A senior wealth management expert, Scot MacKillop, has just run a piece in Wealth Management, arguing that the SEC has made a big mistake in the drafting of its new rule. The piece carefully employs various SEC statements to show that there is no sound logic for why the regulator created an entirely new two-tier structure for regulating brokers versus advisors. The piece makes clear the idea that if there is no fundamental difference between the service of brokers versus an advisor (something the SEC’s Clayton has said), then why should there be a regulatory difference. The SEC could have simply extended the rule from the Advisers Act of 1940 to also cover brokers.
FINSUM: It is true that simply extending the rules to brokers would have created the littlest amount of confusion amongst clients (one of the stated aims of the SEC). But at the same time, the nature of the relationship between brokers and advisors and their clients is different, so we understand the road the SEC took.

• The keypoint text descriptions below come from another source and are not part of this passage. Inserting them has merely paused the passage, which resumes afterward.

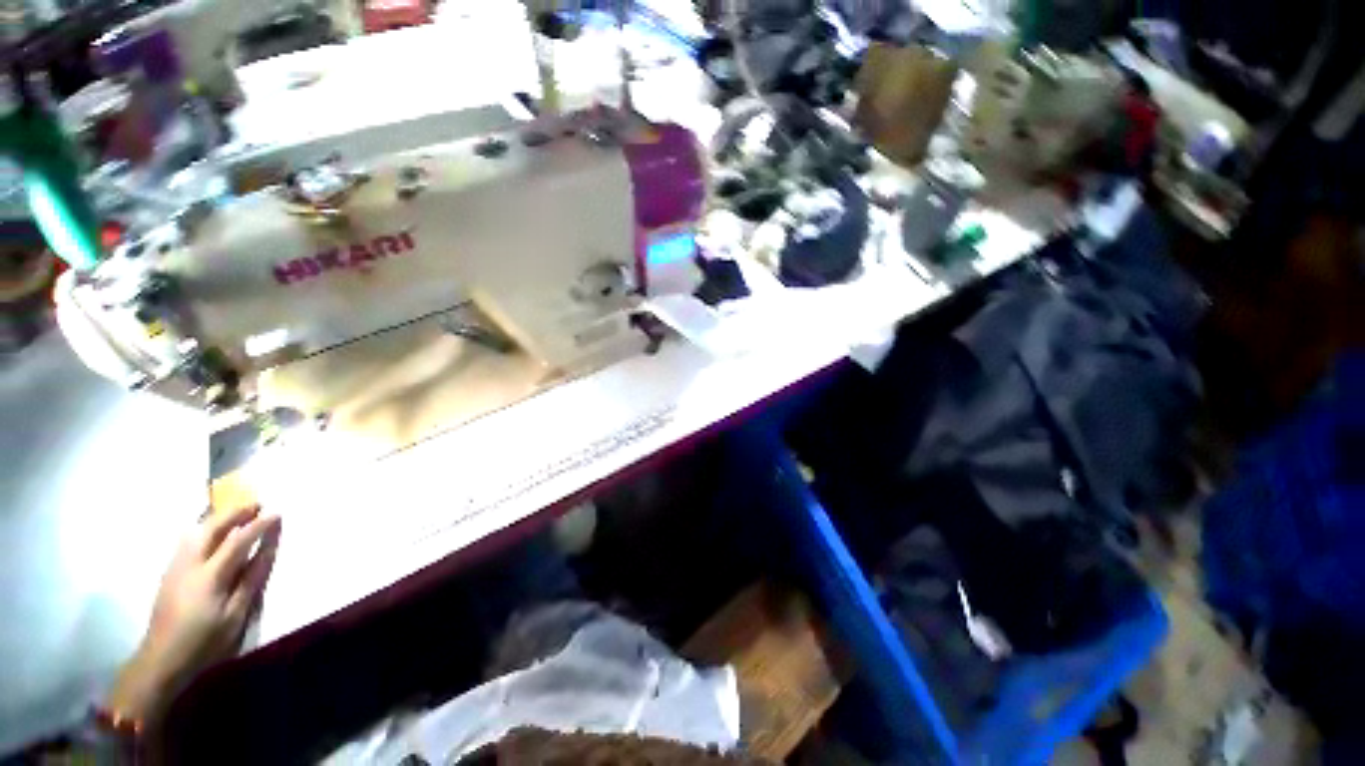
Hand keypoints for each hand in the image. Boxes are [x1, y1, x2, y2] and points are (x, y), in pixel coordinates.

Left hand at [106, 505, 281, 728]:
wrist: (162, 659)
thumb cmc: (205, 640)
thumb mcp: (235, 615)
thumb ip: (251, 580)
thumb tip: (268, 550)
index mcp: (211, 575)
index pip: (238, 541)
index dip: (258, 525)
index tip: (277, 513)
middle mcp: (191, 564)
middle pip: (212, 528)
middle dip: (235, 513)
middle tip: (256, 504)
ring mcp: (176, 567)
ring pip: (196, 532)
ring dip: (217, 518)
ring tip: (235, 513)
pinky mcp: (169, 572)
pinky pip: (188, 541)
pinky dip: (204, 529)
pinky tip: (210, 532)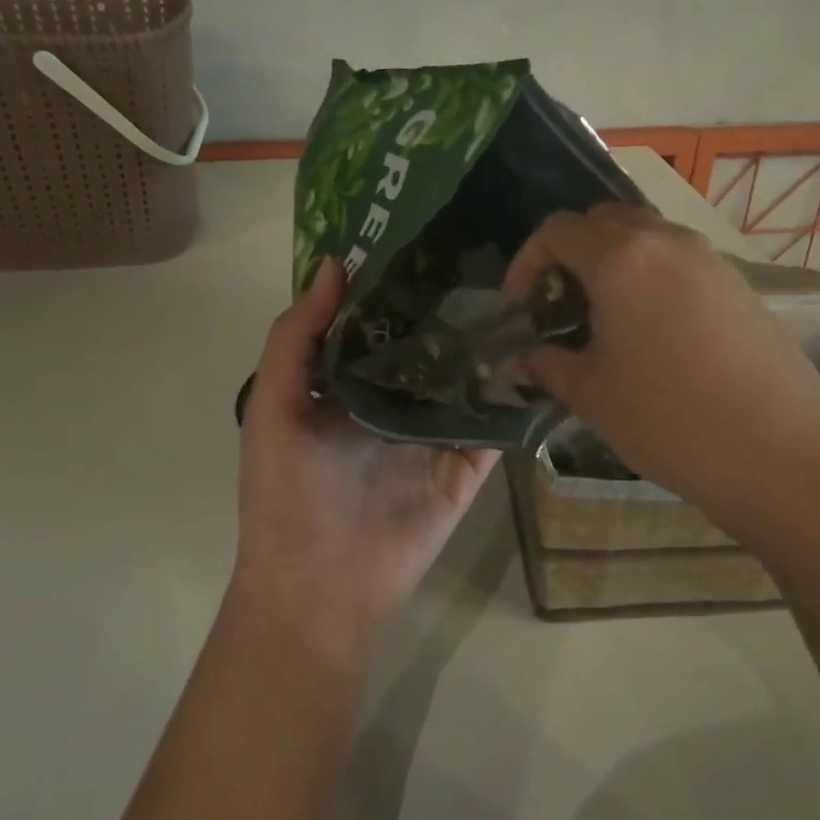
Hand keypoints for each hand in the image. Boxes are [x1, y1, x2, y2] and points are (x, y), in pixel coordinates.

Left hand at [233, 259, 498, 655]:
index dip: (398, 281)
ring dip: (492, 342)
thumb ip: (295, 338)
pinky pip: (496, 423)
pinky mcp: (468, 464)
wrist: (319, 588)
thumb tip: (333, 265)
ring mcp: (436, 431)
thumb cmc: (285, 494)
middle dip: (453, 304)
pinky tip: (544, 353)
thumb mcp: (274, 408)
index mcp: (350, 382)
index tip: (430, 231)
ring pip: (469, 376)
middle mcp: (396, 399)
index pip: (380, 320)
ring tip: (528, 287)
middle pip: (431, 342)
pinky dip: (517, 394)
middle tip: (494, 250)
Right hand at [503, 204, 819, 548]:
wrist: (783, 454)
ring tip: (603, 322)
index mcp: (622, 257)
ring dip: (612, 264)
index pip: (557, 230)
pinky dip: (649, 277)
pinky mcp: (739, 284)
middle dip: (570, 255)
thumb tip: (518, 360)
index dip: (527, 263)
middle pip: (603, 221)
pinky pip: (679, 261)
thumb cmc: (671, 420)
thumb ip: (546, 366)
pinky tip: (651, 333)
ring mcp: (710, 259)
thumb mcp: (593, 395)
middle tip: (559, 307)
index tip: (519, 308)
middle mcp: (667, 240)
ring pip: (645, 237)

The SEC rule has been a getting a lot of pushback both in the press and by industry commentators. Now, in what only seemed a matter of time, a more formal campaign against the new rule is taking shape. The new “Raise Your Voice” campaign is being organized by a group of RIAs and seeks to unite fiduciaries in a push against the grouping of brokers and advisors in the new rule.
FINSUM: While we do see the SEC’s logic in how it drafted the new rule, brokers and advisors are very different animals and we believe more delineation needs to be drawn between the two.
Advisors all across the country see a major flaw in the SEC rule. Fiduciaries feel they are being completely short-changed by the rule because the way the SEC has drafted it makes advisors and brokers look like identical twins, almost eliminating the distinction from a client’s perspective, according to the “Raise Your Voice” campaign, or a group of advisors pushing against the rule. “The proposed rules depict broker and advisers as essentially the same, like identical twins, but without identical investor protections”, says the spearhead of the campaign, continuing that “The legal, contractual, business and cultural differences dividing brokers and advisers are important and must be clearly stated and explained”. The campaign is encouraging advisors to make their opinions heard while the SEC comment period is open (it closes August 7th).
FINSUM: The SEC tried to make a rule that avoided over-delineating things as part of an effort to avoid loopholes, but this non-standard approach has made many quite angry. We suspect the rule will be edited significantly.
If there is a core element to the debate going on over the SEC rule, it is whether the rule actually does anything new. Some argue that the SEC’s best interest rule is just a rehashing of the well-established FINRA suitability standard. For instance, the CFP has commented that “Our concern is that as introduced, the rule proposal may offer the appearance but not necessarily the reality of increased investor protection”. There are two areas of consternation about the rule, at least as far as consumer groups are concerned—the lack of a definition of “best interest”, and how the rule has differing standards for brokers versus fiduciaries.
FINSUM: While it does seem unconventional, the SEC’s lack of a definition of “best interest” means it may ultimately be more broadly applicable than defining it, and thus creating loopholes.
The SEC has been getting a grilling over its new best interest rule. The industry doesn’t like its proposed disclosure document (CSR) or its restriction on the use of titles, while consumer protection groups say the rule is not stringent enough. Yesterday, SEC chairman Clayton faced questions over the rule from the House Financial Services Committee. Answering questions on whether the rule went far enough and whether the rule should be harmonized between brokers and advisors, Clayton explained that brokers and fiduciaries have different relationships with clients and said “There is no conflict-free relationship … Disclosing [conflicts], mitigating them, making sure everybody understands what the motivations are ... that's what I want to do in this space”.
FINSUM: We think Clayton stood his ground quite well, and we particularly like that final quote, which was grounded in realism.